Por outras palavras, num mundo em que as únicas reações sensíveis e lógicas parecem ser choro ou gritos, o melhor entretenimento é feito de gritos em forma de cinema. Assim é “Ready or Not – O Ritual”, uma deliciosa sátira que conjuga humor negro com terror punitivo. Nesta história, que é tão mais doce pela sua perversidade, os realizadores Matt Bettinelli-Olpin e Tyler Gillett apresentam-nos a uma jovem a celebrar aquele dia que, segundo as expetativas criadas pela sociedade, seria o mais jubilante da sua vida. Grace vai-se casar e o noivo não é qualquer um. Alex Le Domas é o herdeiro doirado de uma dinastia milionária feita à base de jogos de tabuleiro e equipas desportivas. Para Grace, uma órfã que nunca sentiu que pertencia a lado algum, mais importante que a conta bancária do noivo, quase mais importante que o seu amor, é a possibilidade de finalmente encontrar lugar no seio de uma família. Infelizmente, os Le Domas não são uma família à qual se deveria querer pertencer.

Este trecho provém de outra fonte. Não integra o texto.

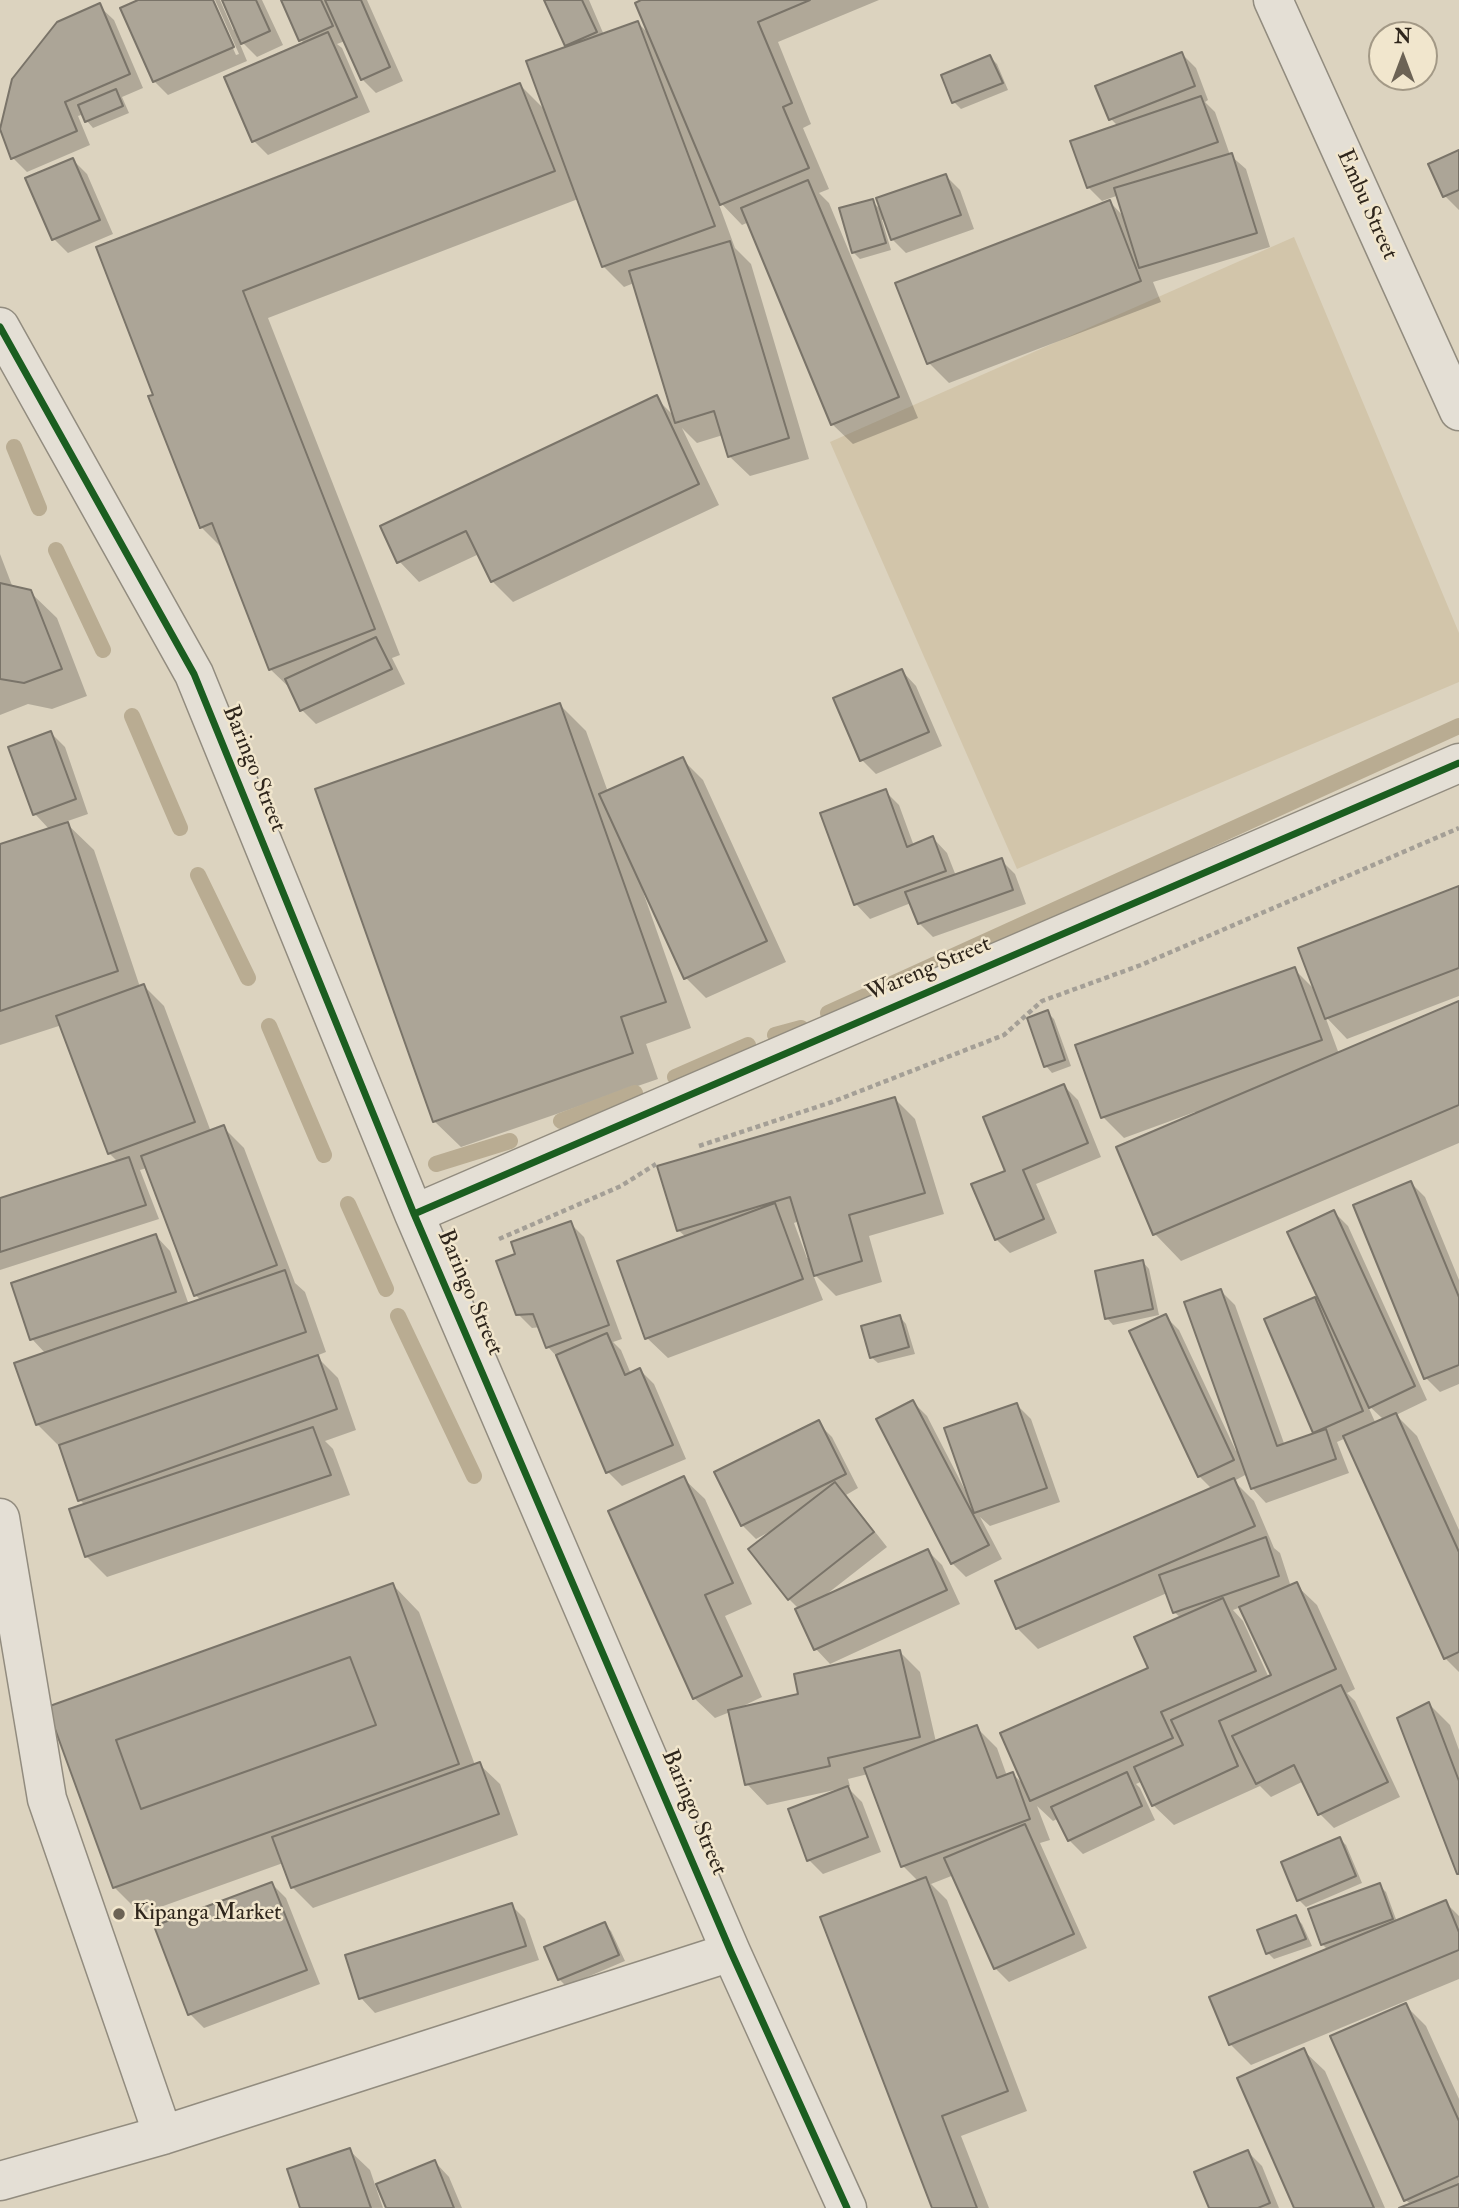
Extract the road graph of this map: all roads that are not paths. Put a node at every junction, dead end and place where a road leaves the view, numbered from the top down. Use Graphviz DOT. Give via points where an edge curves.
graph roads {
  1 [pos="1273,0"];
  2 [pos="0,327"];
  3 [pos="1457,403"];
  4 [pos="1459,763"];
  5 [pos="414,1214"];
  6 [pos="0,1518"];
  7 [pos="731,1952"];
  8 [pos="163,2135"];
  9 [pos="0,2181"];
  10 [pos="847,2208"];
  1 -- 3 [label="street, Embu Street"];
  2 -- 5 [label="street, Baringo Street" via="194,674"];
  4 -- 5 [label="street, Wareng Street"];
  5 -- 7 [label="street, Baringo Street"];
  6 -- 8 [label="street" via="47,1800"];
  7 -- 8 [label="street"];
  7 -- 10 [label="street, Baringo Street"];
  8 -- 9 [label="street"];
}
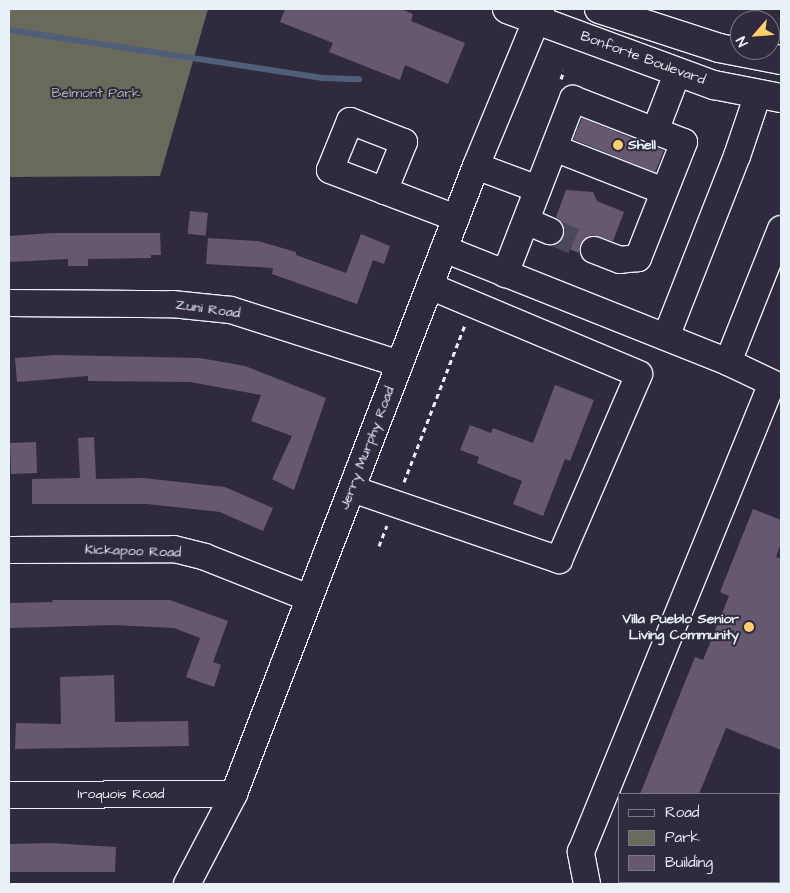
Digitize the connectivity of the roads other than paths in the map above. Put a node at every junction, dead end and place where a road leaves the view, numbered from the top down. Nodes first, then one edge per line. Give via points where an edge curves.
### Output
1 (507, 9) edge
2 (599, 9) edge
3 (538, 14) edge
4 (781, 60) edge
5 (678, 71) junction
6 (770, 96) edge
7 (655, 130) junction
8 (554, 148) junction
9 (476, 166) junction
10 (538, 189) junction
11 (384, 191) dead end
12 (664, 191) junction
13 (456, 218) junction
14 (526, 221) junction
15 (781, 230) edge
16 (550, 231) tunnel mouth
17 (444, 249) junction
18 (594, 250) tunnel mouth
19 (505, 274) junction
20 (430, 286) junction
21 (9, 303) edge
22 (666, 337) junction
23 (728, 362) junction
24 (400, 364) junction
25 (352, 489) junction
26 (9, 550) edge
27 (309, 598) junction
28 (234, 794) junction
29 (9, 795) edge
30 (187, 884) edge
31 (587, 884) edge

1 - 3 main road, Bonforte Boulevard
2 - 4 main road via 720,48
3 - 5 main road, Bonforte Boulevard
3 - 9 street, Jerry Murphy Road
5 - 6 main road, Bonforte Boulevard via 714,85
5 - 7 street
6 - 22 street via 737,156
7 - 8 street via 573,99
7 - 12 street via 684,142
8 - 10 street
8 - 12 street
9 - 10 street
9 - 13 street, Jerry Murphy Road
10 - 14 street
11 - 13 street
12 - 18 street via 638,258 620,260
13 - 17 street, Jerry Murphy Road
14 - 16 street
14 - 19 street
15 - 23 street
17 - 19 street
17 - 20 street, Jerry Murphy Road
19 - 22 street
20 - 24 street, Jerry Murphy Road
20 - 25 street via 638,374 559,560
21 - 24 street, Zuni Road via 172,304 231,310
22 - 23 street
23 - 31 street via 772,383 581,852
24 - 25 street, Jerry Murphy Road
25 - 27 street, Jerry Murphy Road
26 - 27 street, Kickapoo Road via 174,550 205,557
27 - 28 street, Jerry Murphy Road
28 - 29 street, Iroquois Road
28 - 30 street, Jerry Murphy Road

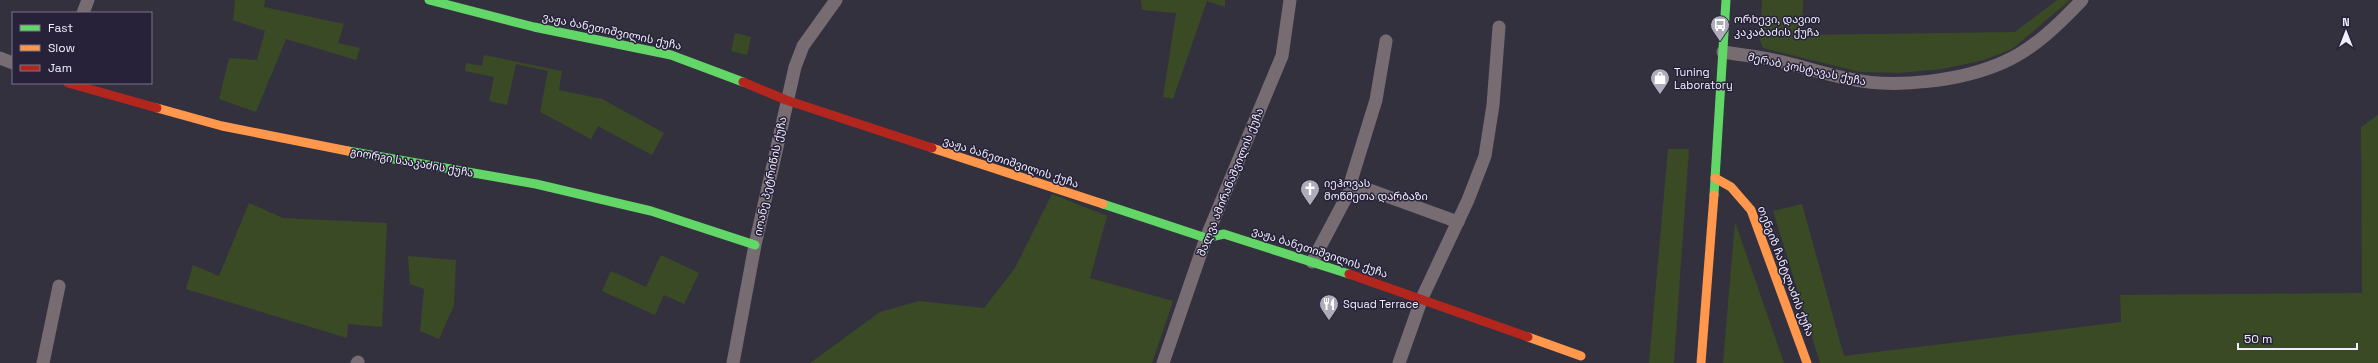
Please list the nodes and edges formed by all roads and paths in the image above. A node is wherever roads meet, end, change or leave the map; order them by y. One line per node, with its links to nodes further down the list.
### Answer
1 (88, 0): 7 (street)
2 (429, 0): 14 (street, ვაჟა ბანეთიშვილის ქუჩა)
3 (836, 0): 14 (street, იოანე პეტრიწის ქუჩა)
4 (1290, 0): 18 (street, შალვა ამირანაშვილის ქუჩა)
5 (1726, 0): 10 (street)
6 (2082, 0): 10 (street, მერაბ კოსტავას ქუჩა)
7 (83, 12)
8 (1499, 27): 17 (street)
9 (1386, 41): 16 (street)
10 (1723, 52): 15 (street)
11 (0, 58): 12 (street)
12 (12, 63)
13 (72, 84): 19 (street, გიორგი სააკაძის ქუჩა)
14 (786, 100): 18 (street, ვაჟა ბანეთიშვილის ქუჩა); 19 (street, იოანე პეტრიწის ქუჩა)
15 (1716, 178): 28 (street); 29 (street, თენგიზ ჩანტლაძის ქუჩა)
16 (1357, 189): 17 (street); 20 (street)
17 (1458, 222): 22 (street)
18 (1206, 238): 20 (street, ვაჟა ბანეთიშვილის ქუჩა); 26 (street, შალვა ამირანაშვილის ქუჩა)
19 (755, 245): 25 (street, იოანე პეტრიწის ქუჩა)
20 (1312, 262): 22 (street, ვაჟა ბანეთიშვილის ქუჩა)
21 (59, 286): 24 (street)
22 (1422, 298): 23 (street, ვაჟა ბანეთიშვილის ქუჩა); 27 (street)
23 (1581, 356)
24 (43, 363)
25 (733, 363)
26 (1163, 363)
27 (1399, 363)
28 (1701, 363)
29 (1807, 363)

Tal como dita a tradição do cinema de género, o argumento de Guy Busick e Ryan Murphy usa simbolismo vistoso e metáfora retorcida para refletir as ansiedades do espectador. Aqui, a mentira da riqueza justamente ganha – o sonho americano – não é exposta como uma fachada que esconde injustiças sociais e questões de privilégio intrínseco. Pelo contrário, aqui a verdade emocional que o espectador pode trazer consigo é tornada em verdade narrativa. Estes milionários devem o seu dinheiro a um pacto com o Diabo e, sempre que uma nova pessoa se junta à família, há um ritual a ser feito sob o risco da aniquilação de toda a dinastia. Grace, portanto, acaba por ser levada a participar no ritual e tira uma carta de uma misteriosa caixa, ditando o jogo que ela e sua nova família irão levar a cabo nesta noite fatídica. Para seu azar, a carta é a mais temida, indicando que é hora de “jogar às escondidas”.

Ela lá se esconde e os Le Domas tentam achá-la com armas na mão e a intenção de sacrificar a noiva a Satanás. O novo marido desta plebeia, literalmente caçada pelas elites, mostra-se relutante a participar na carnificina ditada pela tradição e esse é o primeiro indicador que estas práticas têm vindo a deixar as suas marcas nos assassinos. Daniel, o irmão do noivo, é um caco humano que se anestesia a si mesmo com álcool e ódio próprio. Emilie, a irmã, vira-se para as drogas e parece um cachorrinho maníaco e homicida. Os mais novos, ainda na meninice, são psicopatas em treino, enquanto as gerações mais velhas estão enraizadas na malvadez familiar. Aqueles que se casaram com os membros do império e sobreviveram para contar a história orgulham-se do estatuto que ganharam e são os que menos misericórdia têm pelos que, em circunstâncias semelhantes, têm o azar de ser selecionados como os porcos para a chacina. Algo é certo, todos eles ora são monstros ou idiotas, ou ambos.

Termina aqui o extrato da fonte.